2019/20 season overview 

  • For the Region as a whole, influenza activity commenced earlier than in recent previous years.
  • Influenza activity in the Region, based on sentinel sampling, first exceeded a positivity rate of 10% in week 47/2019 and has remained over 10% for 10 weeks. There has been an overall increasing trend in the weekly positivity rate for influenza virus detections among sentinel ILI surveillance patients, following a dip in week 52.
  • In sentinel sources, both influenza A virus subtypes, A(H1N1)pdm09 and A(H3N2), are co-circulating, 58% and 42%, respectively. Increased influenza virus subtype A(H1N1)pdm09 detections have been reported since week 50/2019. Of the influenza B viruses, the vast majority (98%) have been B/Victoria lineage.
  • Among hospitalized influenza virus-infected patients admitted to ICU wards since the beginning of the season, influenza type A viruses have been detected in the majority of cases (94%); of these 58% were A(H3N2) viruses.

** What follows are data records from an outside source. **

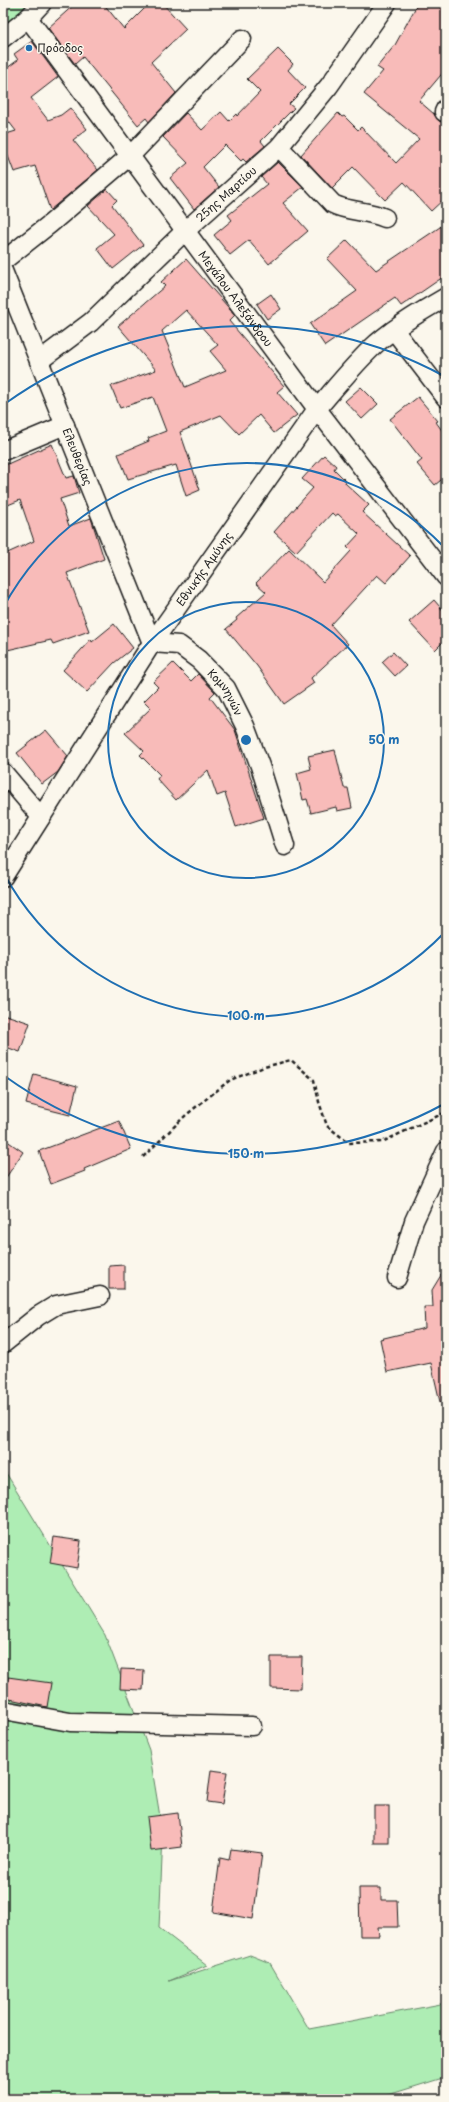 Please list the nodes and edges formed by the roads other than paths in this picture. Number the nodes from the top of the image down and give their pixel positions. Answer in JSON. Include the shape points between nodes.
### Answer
{"nodes":[{"id":1,"x":42,"y":3,"type":"edge"},
{"id":2,"x":387,"y":3,"type":"edge"},
{"id":3,"x":28,"y":18,"type":"junction"},
{"id":4,"x":3,"y":38,"type":"edge"},
{"id":5,"x":242,"y":39,"type":"dead end"},
{"id":6,"x":279,"y":147,"type":"junction"},
{"id":7,"x":131,"y":155,"type":"junction"},
{"id":8,"x":385,"y":218,"type":"dead end"},
{"id":9,"x":185,"y":230,"type":"junction"},
{"id":10,"x":3,"y":261,"type":"edge"},
{"id":11,"x":3,"y":271,"type":"edge"},
{"id":12,"x":446,"y":297,"type":"edge"},
{"id":13,"x":394,"y":330,"type":"junction"},
{"id":14,"x":39,"y":361,"type":"junction"},
{"id":15,"x":446,"y":398,"type":"edge"},
{"id":16,"x":317,"y":410,"type":"junction"},
{"id":17,"x":65,"y":425,"type":"junction"},
{"id":18,"x":3,"y":451,"type":"edge"},
{"id":19,"x":446,"y":577,"type":"edge"},
{"id":20,"x":152,"y":643,"type":"junction"},
{"id":21,"x":3,"y":772,"type":"edge"},
{"id":22,"x":41,"y":817,"type":"junction"},
{"id":23,"x":285,"y":846,"type":"dead end"},
{"id":24,"x":3,"y":877,"type":"edge"},
{"id":25,"x":444,"y":1159,"type":"edge"},
{"id":26,"x":397,"y":1278,"type":"dead end"},
{"id":27,"x":100,"y":1296,"type":"dead end"},
{"id":28,"x":3,"y":1344,"type":"edge"},
{"id":29,"x":3,"y":1710,"type":"edge"},
{"id":30,"x":252,"y":1726,"type":"dead end"}],
"edges":[{"from":1,"to":3,"type":"street"},
{"from":2,"to":6,"type":"street","name":"25ης Μαρτίου","via":[[329,86]]},
{"from":3,"to":4,"type":"street"},
{"from":3,"to":7,"type":"street","name":"Μεγάλου Αλεξάνδρου"},
{"from":5,"to":7,"type":"street"},
{"from":6,"to":8,"type":"street","via":[[333,204],[342,208],[372,212]]},
{"from":6,"to":9,"type":"street","name":"25ης Μαρτίου"},
{"from":7,"to":9,"type":"street","name":"Μεγάλου Αλεξάνδρου"},
{"from":7,"to":10,"type":"street"},
{"from":9,"to":14,"type":"street","name":"25ης Μαρτίου","via":[[91,322]]},
{"from":9,"to":16,"type":"street","name":"Μεγάλου Αλεξάνδρου"},
{"from":11,"to":14,"type":"street","name":"Ελευθερίας"},
{"from":12,"to":13,"type":"street","name":"Εθνικής Αμύνης"},
{"from":13,"to":15,"type":"street"},
{"from":13,"to":16,"type":"street","name":"Εθνικής Αμύνης","via":[[341,380]]},
{"from":14,"to":17,"type":"street","name":"Ελευθερίας"},
{"from":16,"to":19,"type":"street","name":"Μεγάλου Αλεξάνδρου"},
{"from":16,"to":20,"type":"street","name":"Εθνικής Αμύνης"},
{"from":17,"to":18,"type":"street"},
{"from":17,"to":20,"type":"street","name":"Ελευθερίας"},
{"from":20,"to":22,"type":"street","name":"Εθνικής Αμύνης"},
{"from":20,"to":23,"type":"street","name":"Κομνηνών","via":[[179,645],[199,660],[226,688],[245,726],[260,766]]},
{"from":21,"to":22,"type":"street"},
{"from":22,"to":24,"type":"street","name":"Εθνικής Αμύνης"},
{"from":25,"to":26,"type":"street","via":[[414,1221]]},
{"from":27,"to":28,"type":"street","via":[[56,1305]]},
{"from":29,"to":30,"type":"street","via":[[70,1722]]}]}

The same was reported for patients admitted to other wards, with 94% of cases being infected with type A viruses; of these 65% were A(H3N2) viruses.
  • Among SARI cases, influenza type B viruses were detected most frequently (57%).
  • Circulating viruses remain susceptible to the neuraminidase inhibitors supporting early initiation of treatment or prophylactic use according to national guidelines.
  • The effectiveness of vaccines in the population will be evaluated by vaccine effectiveness studies when there is are sufficient number of enrolled patients. Member States should continue encouraging influenza vaccination.
  • ECDC and WHO Regional Office published a joint Regional Situation Assessment for the 2019–2020 influenza season up to week 49/2019, which focused on disease severity and impact on healthcare systems to assist forward planning in Member States.